The biggest hidden assumption appears to be that in order for Heathrow or Gatwick to expand, fares will have to rise across the UK to the point where potential customers abandon the northern and regional airports in favour of their more efficient rivals in the south east.

The logic of the Davies Commission is simple. Aviation will soak up nearly all the UK allowance of climate change emissions by 2050 as transport and energy become carbon free (an optimistic view).

Without more runways in the south east, the regional airports will see a small expansion in flights, but we will be below our CO2 limit in 2050. If the go ahead is given to more runways around London then the only way to stop these airports filling up and exceeding our emissions cap will be to raise fares – a lot.

All this is tucked away in the small print of various appendices, and it bothered me so much that I wrote to the Davies Commission outlining a set of questions about the small print.

I’m told that it bothered Davies too and he has rewritten the climate change section to make it more convincing and to address the negative consequences for Scottish, Welsh and regional English airports.

An initial report by the Davies Commission contained a graph on the price of carbon needed to meet the emissions cap under different scenarios. This indicated that Carbon Trading would add over £360 on a tonne of Carbon (in 2008 prices).

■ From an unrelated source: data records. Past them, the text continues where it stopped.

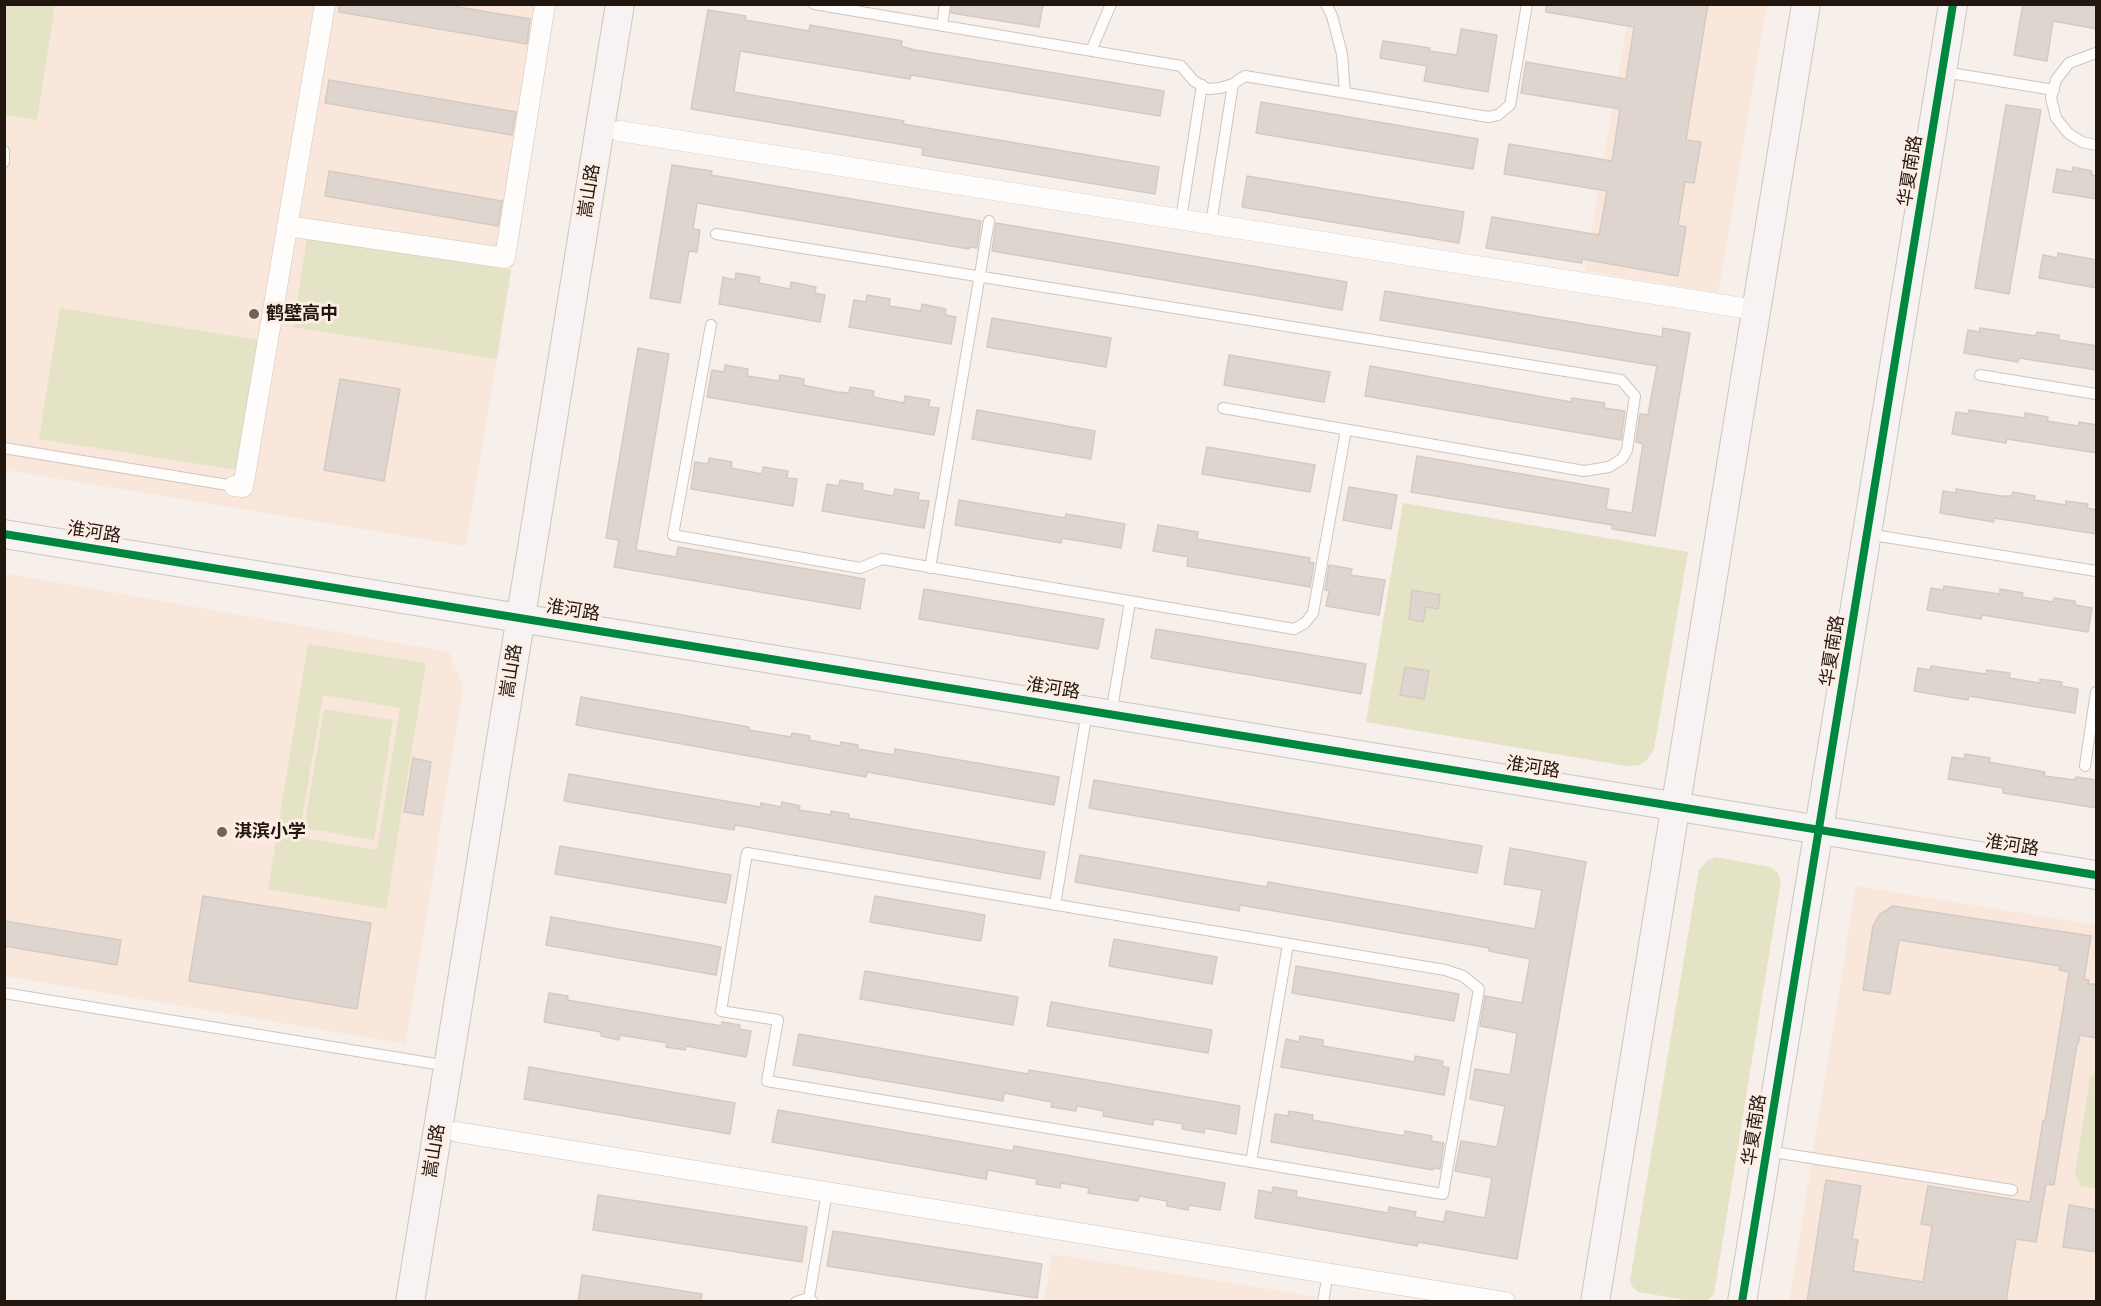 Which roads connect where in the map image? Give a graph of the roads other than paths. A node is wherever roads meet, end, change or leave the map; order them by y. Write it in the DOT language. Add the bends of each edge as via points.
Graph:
graph roads {
  1 [pos="325,4"];
  2 [pos="545,4"];
  3 [pos="620,4"];
  4 [pos="640,4"];
  5 [pos="814,4"];
  6 [pos="945,4"];
  7 [pos="1111,4"];
  8 [pos="1326,4"];
  9 [pos="1527,4"];
  10 [pos="1806,4"];
  11 [pos="1953,4"];
  12 [pos="942,26"];
  13 [pos="1091,51"];
  14 [pos="2097,54"];
  15 [pos="1942,72"];
  16 [pos="1233,84"];
  17 [pos="1202,85"];
  18 [pos="2054,90"];
  19 [pos="1345,93"];
  20 [pos="619,131"];
  21 [pos="2097,145"];
  22 [pos="4,151"];
  23 [pos="4,162"];
  24 [pos="1180,219"];
  25 [pos="989,220"];
  26 [pos="1211,224"];
  27 [pos="287,226"];
  28 [pos="716,234"];
  29 [pos="979,277"];
  30 [pos="1756,310"];
  31 [pos="711,325"];
  32 [pos="1980,375"];
  33 [pos="2097,394"];
  34 [pos="1223,408"];
  35 [pos="1346,430"];
  36 [pos="4,448"];
  37 [pos="234,486"];
  38 [pos="4,534"];
  39 [pos="1867,534"];
  40 [pos="930,568"];
  41 [pos="2097,571"];
  42 [pos="1130,602"];
  43 [pos="530,620"];
  44 [pos="2097,692"];
  45 [pos="1099,712"];
  46 [pos="2085,765"];
  47 [pos="1675,806"];
  48 [pos="1819,830"];
  49 [pos="2097,875"];
  50 [pos="1056,905"];
  51 [pos="1288,944"];
  52 [pos="4,993"];
  53 [pos="449,1066"];
  54 [pos="458,1132"];
  55 [pos="1767,1150"];
  56 [pos="1251,1162"];
  57 [pos="2012,1190"];
  58 [pos="827,1192"];
  59 [pos="1328,1273"];
  60 [pos="811,1300"];
  61 [pos="410,1302"];
  62 [pos="430,1302"];
  63 [pos="795,1302"];
  64 [pos="1323,1302"];
  65 [pos="1505,1302"];
  66 [pos="1595,1302"];
  67 [pos="1742,1302"];
  1 -- 27 [label="street"];
  2 -- 27 [label="street" via="505,258"];
  3 -- 43 [label="street, 嵩山路"];
  4 -- 20 [label="street, 嵩山路"];
  5 -- 12 [label="lane"];
  6 -- 12 [label="lane"];
  7 -- 13 [label="lane"];
  8 -- 19 [label="lane" via="1342,54"];
  9 -- 19 [label="lane" via="1510,105 1498,115 1488,117"];
  10 -- 30 [label="street"];
  11 -- 15 [label="street, 华夏南路"];
  12 -- 13 [label="lane"];
  13 -- 17 [label="lane" via="1181,66"];
  14 -- 18 [label="lane" via="2069,63 2056,80"];
  15 -- 18 [label="lane"];
  15 -- 39 [label="street, 华夏南路"];
  16 -- 17 [label="lane" via="1208,89"];
  16 -- 19 [label="lane" via="1245,76"];
  16 -- 26 [label="lane"];
  17 -- 24 [label="lane"];
  18 -- 21 [label="lane" via="2051,98 2056,118 2068,133"];
  20 -- 24 [label="street"];
  20 -- 43 [label="street, 嵩山路"];
  22 -- 23 [label="lane"];
  24 -- 26 [label="street"];
  25 -- 29 [label="lane"];
  26 -- 30 [label="street"];
  27 -- 37 [label="street" via="243,487"];
  28 -- 29 [label="lane"];
  29 -- 35 [label="lane" via="1621,380 1635,396 1627,450 1622,459 1609,467 1584,471"];
  29 -- 40 [label="lane"];
  30 -- 47 [label="street"];
  31 -- 40 [label="lane" via="674,535 860,568 882,560"];
  32 -- 33 [label="lane"];
  34 -- 35 [label="lane"];
  35 -- 42 [label="lane" via="1312,613 1305,623 1294,629"];
  36 -- 37 [label="lane"];
  38 -- 43 [label="street, 淮河路"];
  39 -- 41 [label="lane"];
  39 -- 48 [label="street, 华夏南路"];
  40 -- 42 [label="lane"];
  42 -- 45 [label="lane"];
  43 -- 45 [label="street, 淮河路"];
  43 -- 53 [label="street, 嵩山路"];
  43 -- 54 [label="street, 嵩山路"];
  44 -- 46 [label="lane"];
  45 -- 47 [label="street, 淮河路"];
  45 -- 50 [label="lane"];
  47 -- 48 [label="street, 淮河路"];
  47 -- 66 [label="street"];
  48 -- 49 [label="street, 淮河路"];
  48 -- 55 [label="street, 华夏南路"];
  50 -- 51 [label="lane"];
  50 -- 56 [label="lane" via="747,853 721,1011 777,1020 767,1081"];
  51 -- 56 [label="lane"];
  51 -- 56 [label="lane" via="1445,970 1463,976 1479,989 1443,1194"];
  52 -- 53 [label="lane"];
  53 -- 61 [label="street, 嵩山路"];
  54 -- 58 [label="street"];
  54 -- 62 [label="street, 嵩山路"];
  55 -- 57 [label="lane"];
  55 -- 67 [label="street, 华夏南路"];
  58 -- 59 [label="street"];
  58 -- 60 [label="lane"];
  59 -- 64 [label="lane"];
  59 -- 65 [label="street"];
  60 -- 63 [label="lane"];
}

This adds around £150 to the cost of a return flight to Ibiza in southern Spain by 2050.

This is not as unlikely as it sounds. The latest government (Department for Transport, 2014) assumption is that the that the Real Traded Carbon Price for 2050 (if no new runways are built) ranges from £99 per tonne of CO2e to £297 per tonne.

So the government is predicting that the Ibiza return flight will go up by only around £100. Their current modelling for 2050 shows that the price will need to be at the high end in order to reduce emissions to within the carbon cap, even without expansion.

Obviously, with an expansion of capacity, there will be a need to introduce a much higher price. I have asked Davies whether his final report will have a calculation of how much prices will need to increase.

Of course, Davies may argue that his brief extends to 2030 when the new runways are built and that any necessary reduction in flights after that to meet our 2050 climate change targets is for a future generation of politicians to sort out.

This all raises two important question for the Davies Commission. First, why lay all that expensive tarmac, if your intention is to tax people in order to stop them using it?

Second, will future governments have the political will to levy these hefty taxes on flights, and be seen to punish the rest of the UK for the benefit of London and the South East?

Should expansion go ahead I would support taxing flights to stop global warming, because the future stability and prosperity of our planet has to come first.

But it makes far more sense to scrap expansion plans and to avoid some of those extra costs.

With the final report from the Davies Commission due in the next couple of weeks, I hope that the huge flaws in the logic of aviation expansion will be exposed.

It makes no sense for the planet, or for Londoners living with the more immediate consequences of noise and air pollution.